I feel chocolate-d out. I had the urge to make something sweet and yet filling at the same time. But not that 'nourishment' filling - I needed something sentimental and nostalgic to satisfy that oh-so-peculiar craving of mine. The solution? Oatmeal raisin cookies. But not just any oatmeal raisin cookie - the best oatmeal raisin, correction - the best cookie EVER. Ever. And I've made a lot of cookies and none of them have topped this recipe. Maybe it's the cinnamon, or the chewy and crunchy combination of raisins and oats...or the obscene amount of sugar they contain - but either way, they are the best cookie ever. For a while, I thought the oatmeal raisin cookies at Capers could top these guys - but I was mistaken. I just hadn't eaten these in a while.
Oatmeal Raisin Cookies
c/o Darlene from allrecipes
The print-out date on my recipe is from 2006 -
but I have been churning out these babies since 2002.
3/4 cup butter, softened
3/4 cup white sugar
3/4 cup packed light brown sugar
2 eggs
1 teaspoon vanilla
1 1/4 cups flour
1 teaspoon baking soda
3/4 teaspoon cinnamon
1/2 teaspoon salt
2 3/4 cups rolled oats
1 cup raisins
Preheat oven to 375F.
In a large bowl, cream butter and sugars until smooth.

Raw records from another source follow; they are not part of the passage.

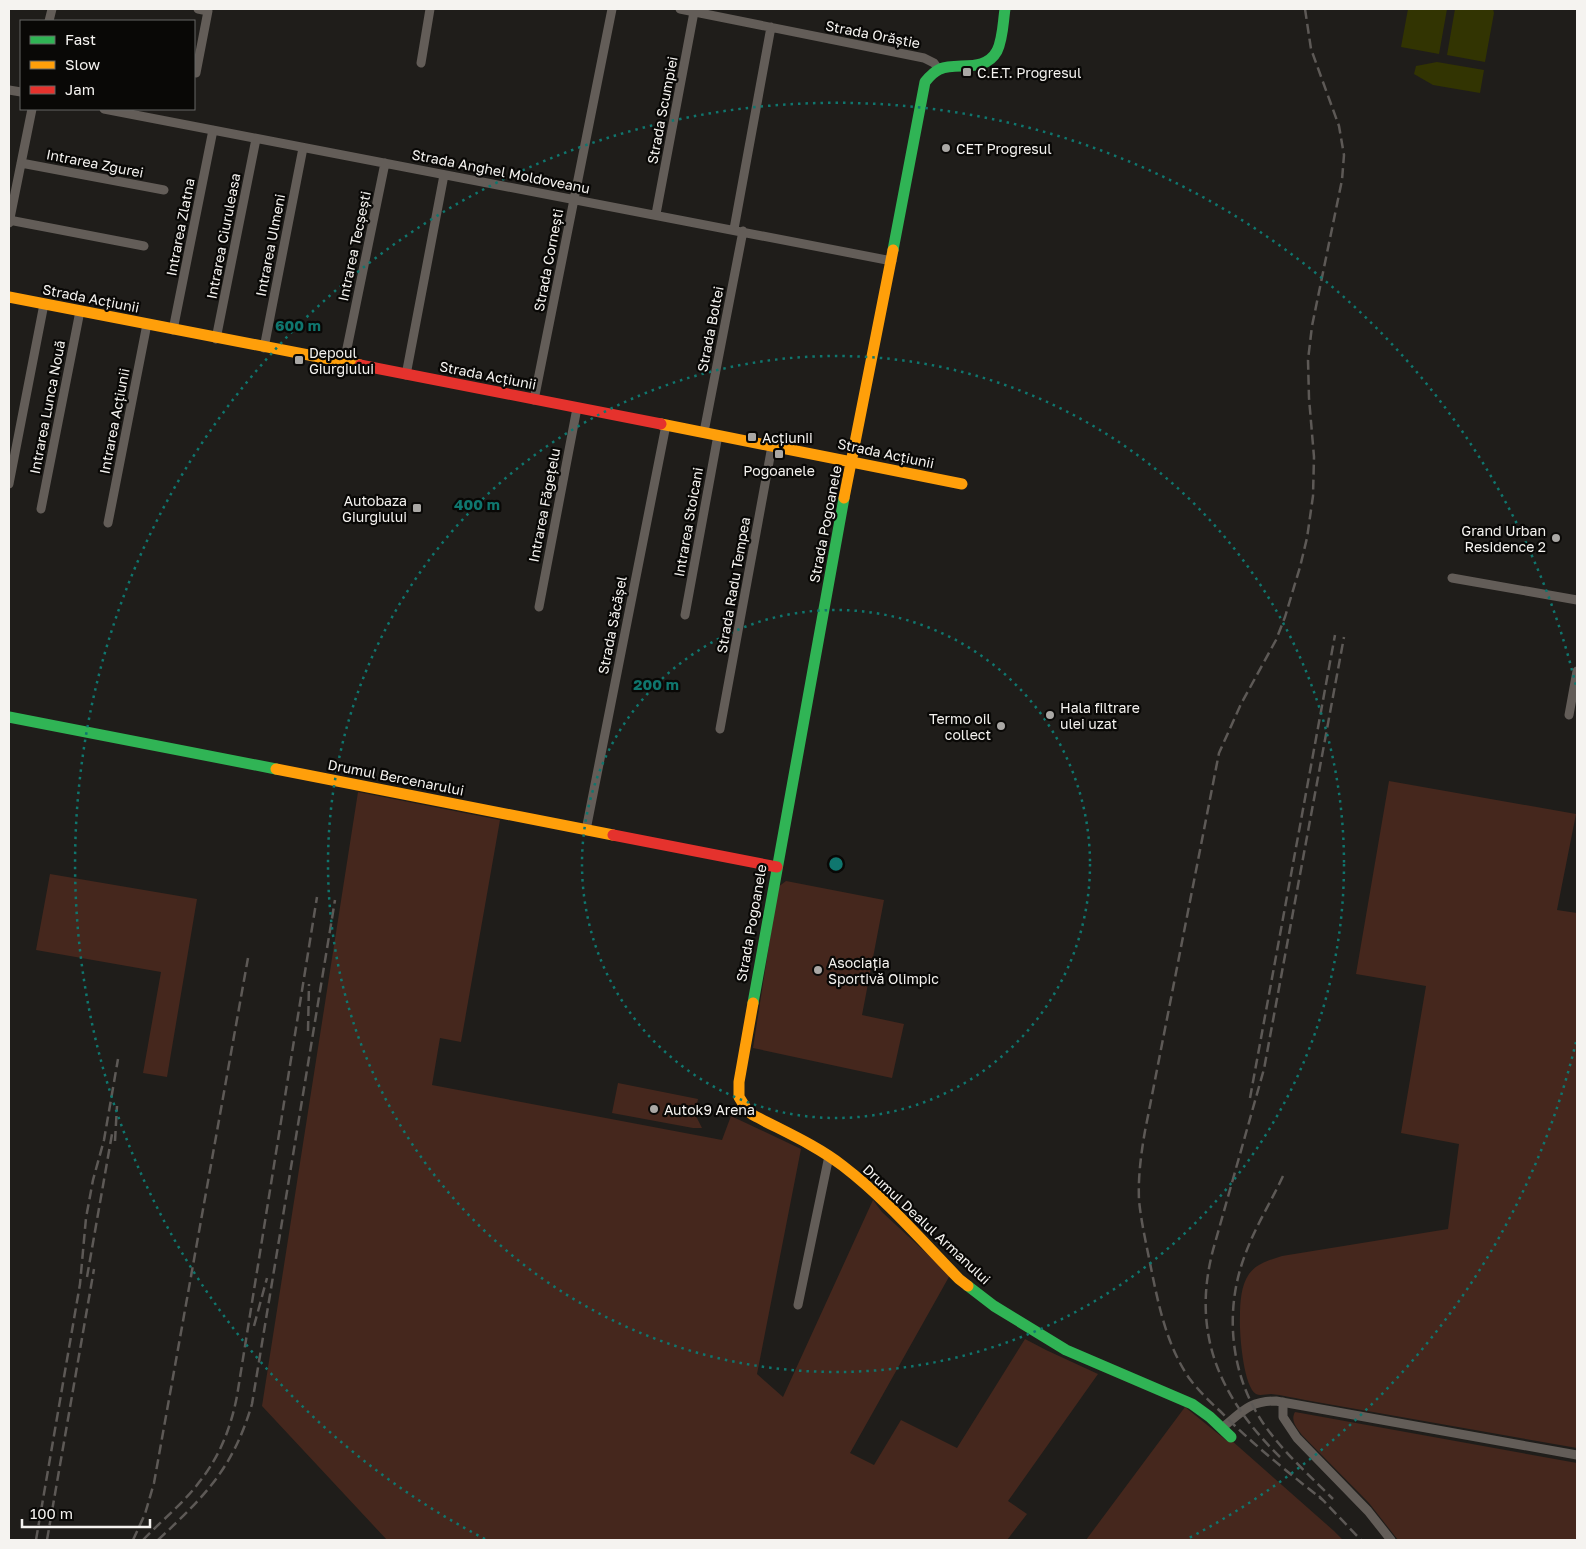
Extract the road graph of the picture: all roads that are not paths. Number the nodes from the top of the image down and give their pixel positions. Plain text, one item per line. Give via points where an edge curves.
1 (198, 9) edge
2 (430, 9) edge
3 (612, 9) edge
4 (680, 9) edge
5 (734, 9) edge
6 (1005, 9) edge
7 (694, 12) junction
8 (732, 19) junction
9 (771, 27) junction
10 (420, 64) dead end
11 (939, 70) junction
12 (195, 72) edge
13 (32, 110) edge
14 (109, 110) edge
15 (213, 130) junction
16 (256, 139) junction
17 (303, 148) junction
18 (21, 163) junction
19 (385, 164) junction
20 (444, 175) junction
21 (164, 190) dead end
22 (575, 199) junction
23 (656, 214) junction
24 (9, 222) edge
25 (734, 229) junction
26 (744, 231) junction
27 (144, 246) dead end
28 (892, 261) junction
29 (9, 298) edge
30 (44, 304) junction
31 (80, 311) junction
32 (147, 324) junction
33 (173, 330) junction
34 (216, 339) junction
35 (264, 348) junction
36 (344, 363) junction
37 (406, 375) junction
38 (534, 400) junction
39 (577, 408) junction
40 (666, 425) junction
41 (704, 432) junction
42 (718, 435) junction
43 (772, 446) junction
44 (852, 461) junction
45 (9, 484) edge
46 (962, 484) dead end
47 (41, 509) dead end
48 (108, 522) dead end
49 (1452, 578) dead end
50 (1577, 600) edge
51 (539, 607) dead end
52 (685, 615) dead end
53 (1577, 670) edge
54 (1569, 715) dead end
55 (9, 717) edge
56 (720, 729) dead end
57 (586, 830) junction
58 (776, 867) junction
59 (739, 1097) joint
60 (828, 1156) junction
61 (798, 1305) dead end
62 (1283, 1402) junction
63 (1222, 1428) junction
64 (1231, 1437) dead end
65 (1577, 1455) edge
66 (1390, 1540) edge

1 - 12 street via 208,11
2 - 10 street
3 - 22 street, Strada Cornești
4 - 7 street, Strada Orăștie
5 - 8 street
6 - 11 street via 997,51 992,58 979,65
7 - 8 street, Strada Orăștie
7 - 23 street, Strada Scumpiei
8 - 9 street, Strada Orăștie
9 - 11 street, Strada Orăștie via 924,58
9 - 25 street
11 - 28 street, Strada Pogoanele via 925,82
13 - 18 street
14 - 15 street, Strada Anghel Moldoveanu
15 - 16 street, Strada Anghel Moldoveanu
15 - 33 street, Intrarea Zlatna
16 - 17 street, Strada Anghel Moldoveanu
16 - 34 street, Intrarea Ciuruleasa
17 - 19 street, Strada Anghel Moldoveanu
17 - 35 street, Intrarea Ulmeni
18 - 21 street, Intrarea Zgurei
18 - 24 street
19 - 20 street, Strada Anghel Moldoveanu
19 - 36 street, Intrarea Tecșești
20 - 22 street, Strada Anghel Moldoveanu
20 - 37 street
22 - 23 street, Strada Anghel Moldoveanu
22 - 38 street, Strada Cornești
23 - 25 street, Strada Anghel Moldoveanu
24 - 27 street
25 - 26 street, Strada Anghel Moldoveanu
26 - 28 street, Strada Anghel Moldoveanu
26 - 41 street, Strada Boltei
28 - 44 street, Strada Pogoanele
29 - 30 street, Strada Acțiunii
30 - 31 street, Strada Acțiunii
30 - 45 street
31 - 32 street, Strada Acțiunii
31 - 47 street, Intrarea Lunca Nouă
32 - 33 street, Strada Acțiunii
32 - 48 street, Intrarea Acțiunii
33 - 34 street, Strada Acțiunii
34 - 35 street, Strada Acțiunii
35 - 36 street, Strada Acțiunii
36 - 37 street, Strada Acțiunii
37 - 38 street, Strada Acțiunii
38 - 39 street, Strada Acțiunii
39 - 40 street, Strada Acțiunii
39 - 51 street, Intrarea Făgețelu
40 - 41 street, Strada Acțiunii
40 - 57 street, Strada Săcășel
41 - 42 street, Strada Acțiunii
42 - 43 street, Strada Acțiunii
42 - 52 street, Intrarea Stoicani
43 - 44 street, Strada Acțiunii
43 - 56 street, Strada Radu Tempea
44 - 46 street, Strada Acțiunii
44 - 58 street, Strada Pogoanele
49 - 50 street
53 - 54 street
55 - 57 street, Drumul Bercenarului
57 - 58 street, Drumul Bercenarului
58 - 59 street, Strada Pogoanele via 738,1082
59 - 60 street, Drumul Dealul Armanului via 753,1115
60 - 61 street
60 - 63 street, Drumul Dealul Armanului via 868,1186 959,1279 994,1306 1066,1350 1192,1404
62 - 63 street via 1263,1401 1249,1406
62 - 65 street
62 - 66 street via 1283,1417 1296,1438 1368,1511
63 - 64 street, Drumul Dealul Armanului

Beat in the eggs and vanilla until fluffy.
Stir together flour, baking soda, cinnamon and salt.
Gradually beat dry ingredients into butter mixture.
Stir in oats and raisins.
Drop in mounds (then flatten gently) onto ungreased cookie sheet.

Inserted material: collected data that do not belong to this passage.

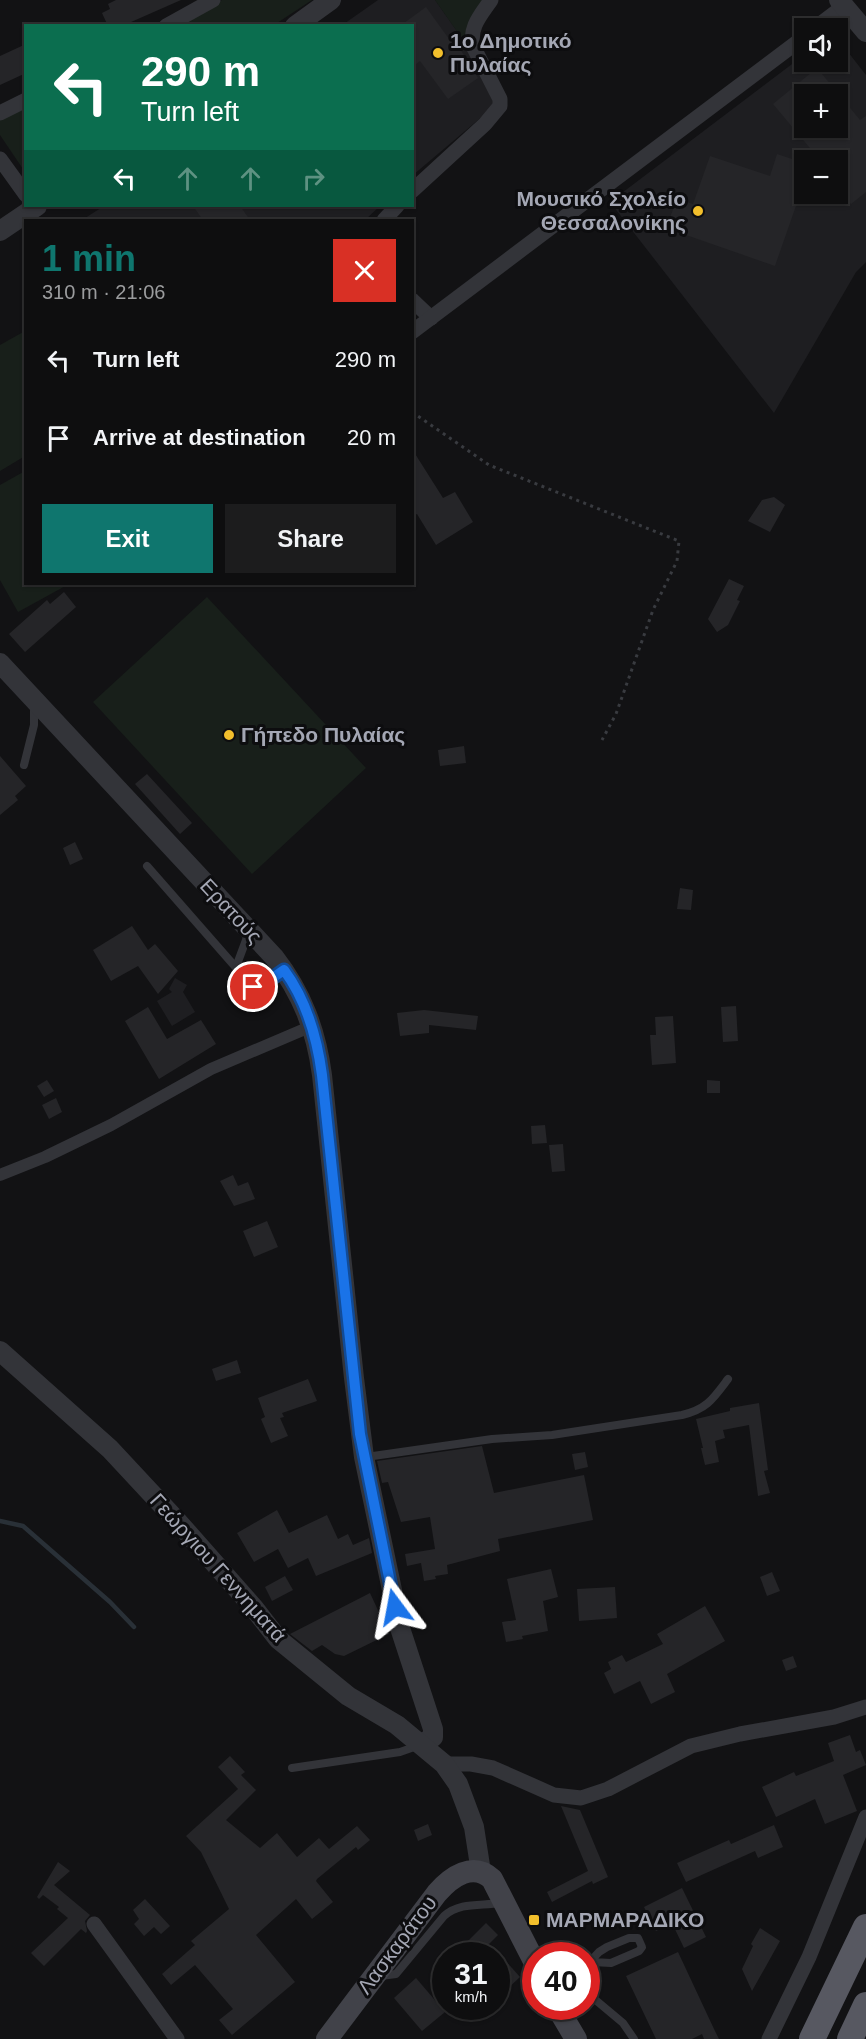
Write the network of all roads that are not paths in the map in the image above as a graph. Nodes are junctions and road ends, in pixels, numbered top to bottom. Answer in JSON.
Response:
{"nodes":[{"id":1,"x":213,"y":0,"type":"edge"},
{"id":2,"x":331,"y":0,"type":"edge"},
{"id":3,"x":491,"y":0,"type":"edge"},
{"id":4,"x":841,"y":3,"type":"edge"},
{"id":5,"x":825,"y":18,"type":"edge"},
{"id":6,"x":170,"y":24,"type":"edge"},
{"id":7,"x":298,"y":24,"type":"edge"},
{"id":8,"x":866,"y":32,"type":"edge"},
{"id":9,"x":794,"y":44,"type":"edge"},
{"id":10,"x":24,"y":101,"type":"edge"},
{"id":11,"x":0,"y":113,"type":"edge"},
{"id":12,"x":0,"y":159,"type":"edge"},
{"id":13,"x":414,"y":189,"type":"edge"},
{"id":14,"x":24,"y":192,"type":"edge"},
{"id":15,"x":27,"y":207,"type":"edge"},
{"id":16,"x":396,"y":207,"type":"edge"},
{"id":17,"x":385,"y":219,"type":"edge"},
{"id":18,"x":0,"y":231,"type":"edge"},
{"id":19,"x":414,"y":302,"type":"edge"},
{"id":20,"x":431,"y":318,"type":"junction"},
{"id":21,"x":414,"y":331,"type":"edge"},
{"id":22,"x":0,"y":663,"type":"edge"},
{"id":23,"x":34,"y":700,"type":"junction"},
{"id":24,"x":24,"y":765,"type":"dead end"},
{"id":25,"x":147,"y":866,"type":"dead end"},
{"id":26,"x":249,"y":931,"type":"junction"},
{"id":27,"x":236,"y":967,"type":"junction"},
{"id":28,"x":284,"y":970,"type":"junction"},
{"id":29,"x":312,"y":1026,"type":"junction"},
{"id":30,"x":0,"y":1175,"type":"edge"},
{"id":31,"x":0,"y":1350,"type":"edge"},
{"id":32,"x":728,"y":1379,"type":"dead end"},
{"id":33,"x":364,"y":1457,"type":"junction"},
{"id":34,"x":866,"y":1707,"type":"edge"},
{"id":35,"x":422,"y":1744,"type":"junction"},
{"id":36,"x":444,"y":1764,"type":"junction"},
{"id":37,"x":292,"y":1768,"type":"dead end"},
{"id":38,"x":866,"y":1817,"type":"edge"},
{"id":39,"x":481,"y":1872,"type":"junction"},
{"id":40,"x":504,"y":1902,"type":"junction"},
{"id":41,"x":94,"y":1924,"type":"dead end"},
{"id":42,"x":866,"y":1927,"type":"edge"},
{"id":43,"x":524,"y":1942,"type":"edge"},
{"id":44,"x":590,"y":1964,"type":"edge"},
{"id":45,"x":374,"y":1977,"type":"junction"},
{"id":46,"x":600,"y":2004,"type":"edge"},
{"id":47,"x":866,"y":2006,"type":"edge"},
{"id":48,"x":565,"y":2020,"type":"edge"},
{"id":49,"x":177,"y":2039,"type":"edge"},
{"id":50,"x":327,"y":2039,"type":"edge"},
{"id":51,"x":576,"y":2039,"type":"edge"},
{"id":52,"x":634,"y":2039,"type":"edge"},
{"id":53,"x":769,"y":2039,"type":"edge"},
{"id":54,"x":812,"y":2039,"type":"edge"},
{"id":55,"x":850,"y":2039,"type":"edge"}],
"edges":[{"from":1,"to":6,"type":"street"},
{"from":2,"to":7,"type":"street"},
{"from":3,"to":13,"type":"street"},
{"from":4,"to":5,"type":"street"},
{"from":4,"to":8,"type":"street"},
{"from":9,"to":20,"type":"street"},
{"from":10,"to":11,"type":"street"},
{"from":12,"to":14,"type":"street"},
{"from":15,"to":18,"type":"street"},
{"from":16,"to":17,"type":"street"},
{"from":19,"to":20,"type":"street"},
{"from":20,"to":21,"type":"street"},
{"from":22,"to":23,"type":"street","name":"Ερατούς"},
{"from":23,"to":24,"type":"lane"},
{"from":23,"to":26,"type":"street","name":"Ερατούς"},
{"from":25,"to":27,"type":"lane"},
{"from":26,"to":27,"type":"lane"},
{"from":26,"to":28,"type":"street","name":"Ερατούς"},
{"from":27,"to":28,"type":"lane"},
{"from":28,"to":29,"type":"street","name":"Ερατούς"},
{"from":29,"to":30,"type":"street"},
{"from":29,"to":33,"type":"street","name":"Ερατούς"},
{"from":31,"to":35,"type":"street","name":"Γεώργιου Γεννηματά"},
{"from":32,"to":33,"type":"lane"},
{"from":33,"to":35,"type":"street","name":"Ερατούς"},
{"from":34,"to":36,"type":"street"},
{"from":35,"to":36,"type":"street","name":"Γεώργιου Γεννηματά"},
{"from":35,"to":37,"type":"lane"},
{"from":36,"to":39,"type":"street","name":"Γεώργιου Γεννηματά"},
{"from":38,"to":53,"type":"street"},
{"from":39,"to":40,"type":"main road"},
{"from":39,"to":45,"type":"main road","name":"Λασκαράτου"},
{"from":40,"to":43,"type":"main road"},
{"from":40,"to":45,"type":"lane"},
{"from":41,"to":49,"type":"street"},
{"from":42,"to":54,"type":"highway"},
{"from":44,"to":44,"type":"lane"},
{"from":45,"to":50,"type":"main road","name":"Λασκαράτου"},
{"from":46,"to":52,"type":"lane"},
{"from":47,"to":55,"type":"highway"},
{"from":48,"to":51,"type":"main road"}]}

Bake 8 - 10 (I used about 1 1/2 tablespoon scoop - 15 min bake time) minutes or until golden brown.
Cool slightly and remove onto cooling racks - cool completely.
Experimenter's note:
I was at the T&J's the other night for our Deep Fry Party. Yes, you read that right. While preparing some sort of fried goodness, the J mentioned to me a food blog posting about the comparisons between Silpats and parchment. My better friends know me as a Silpat fiend. FIEND. I have been collecting Silpats since I was 16 and almost 10 years later, I have a pretty sizeable collection. When I used to work at the store - I could sell non-stick baking sheets that weren't even unpacked yet - seriously - I'd have to go to the back and dig them out myself. I believe in this technology and it has never let me down. But the J informed me that the test yielded interesting results - different textures for different baking surfaces. After witnessing my shocked expression, there was some light backpedalling - the superior baking surface of the Silpat is indeed non-stick, but the heat distribution is varied. Diff'rent stroke for diff'rent cookies, I guess.

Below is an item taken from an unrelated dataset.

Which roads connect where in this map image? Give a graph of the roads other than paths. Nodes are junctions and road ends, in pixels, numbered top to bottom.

So for these cookies I decided to test this out myself - half the batch was baked with Silpat mats, the other half - ungreased parchment. The results? No difference. Not after the first day, at least. I wish I had segregated them in my cookie jar somehow - perhaps after a day or two the differences would be more obvious - which cookie would hold a better crunch? What about flavour retention? I think a good test cookie would maybe be something like....a french macaroon? I'd like to see how a gougere would do as well. I'll let you know the results of future experimentations lead.
Until then...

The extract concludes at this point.